Reaching Consensus on Competencies of Nurse Educators in Curriculum Design Using a Delphi Technique

Sunday, 17 November 2013: 11:40 AM

Milena P. Staykova, EdD, APRN, FNP-BC
Department of Nursing, Jefferson College of Health Sciences, Roanoke, VA

Learning Objective 1: Validate the need of competencies for nursing educators in charge of curriculum design

Learning Objective 2: Discuss the results of a research study on competencies of nursing educators in curriculum design

The nurse educator shortage leads researchers to question the role of clinical nurses in the academic field. Many clinical nurses who enter academic settings struggle in their new roles as educators because of unclear expectations and professional training. The urgent demand for graduating more professional nurses puts pressure to the novice nurse educators (NLN, 2002). Given the aging faculty workforce, the nontraditional student population, and the lack of standardized curriculum, the work of the new nurse educator becomes more demanding.
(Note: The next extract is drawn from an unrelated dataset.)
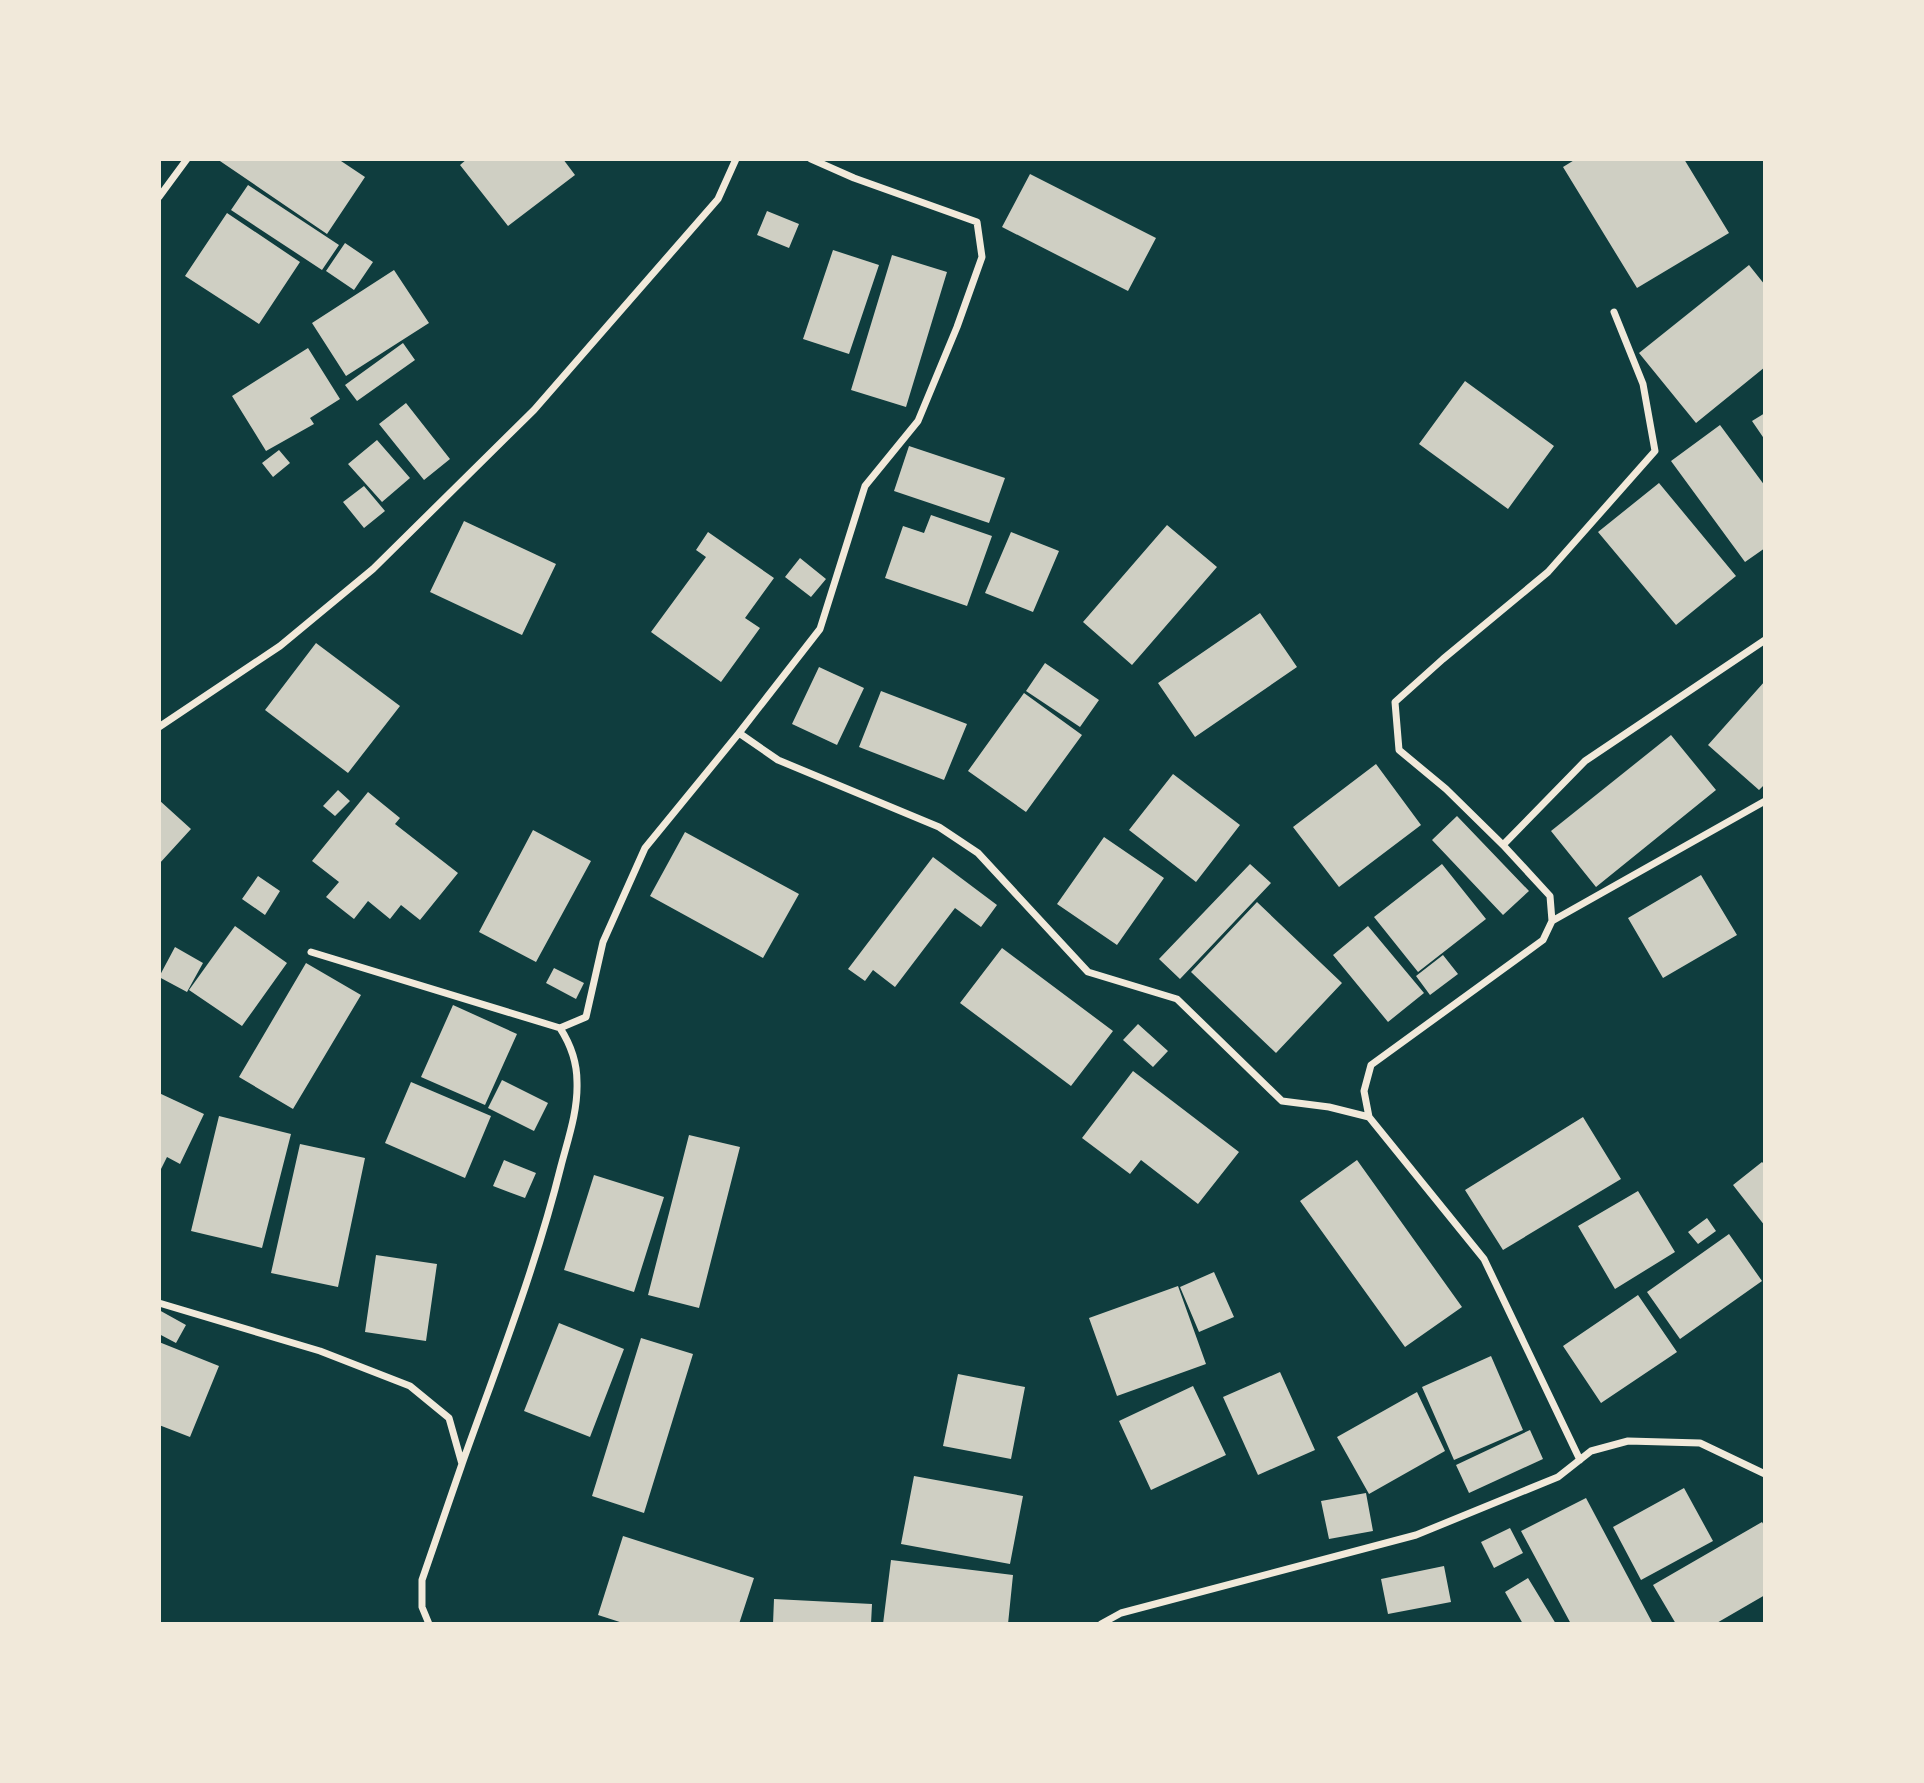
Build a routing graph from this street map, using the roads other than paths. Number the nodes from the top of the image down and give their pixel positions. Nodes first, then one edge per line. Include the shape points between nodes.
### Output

Despite pleas from professional nursing organizations for competency-based curriculum and curriculum innovation in nursing education, little empirical research exists about the competencies of nurse educators in designing curriculum. The purpose of the study was to help nurse educators reach consensus about the competencies in designing curriculum. Method: In a mixed method 3-rounds Delphi study, 37 panelists from 13 of 22 community colleges in Virginia  used a validated instrument to determined the importance of 160-statements divided into two categories of Mindset and Skillset and three roles such as educators, scholar, and collaborator. Results: Participants reached agreement on 27 of 34 competencies (79%). Several major themes emerged from the qualitative and quantitative data analysis and were organized according to categories and nurse educator roles.  For example, participants achieved 75.3% mean agreement that MSN is the first professional education degree needed for a competent designer. Conclusions: Competencies development in curriculum design should be divided into basic and advance education with focus on workshops to assess personal needs for ongoing professional development in curriculum.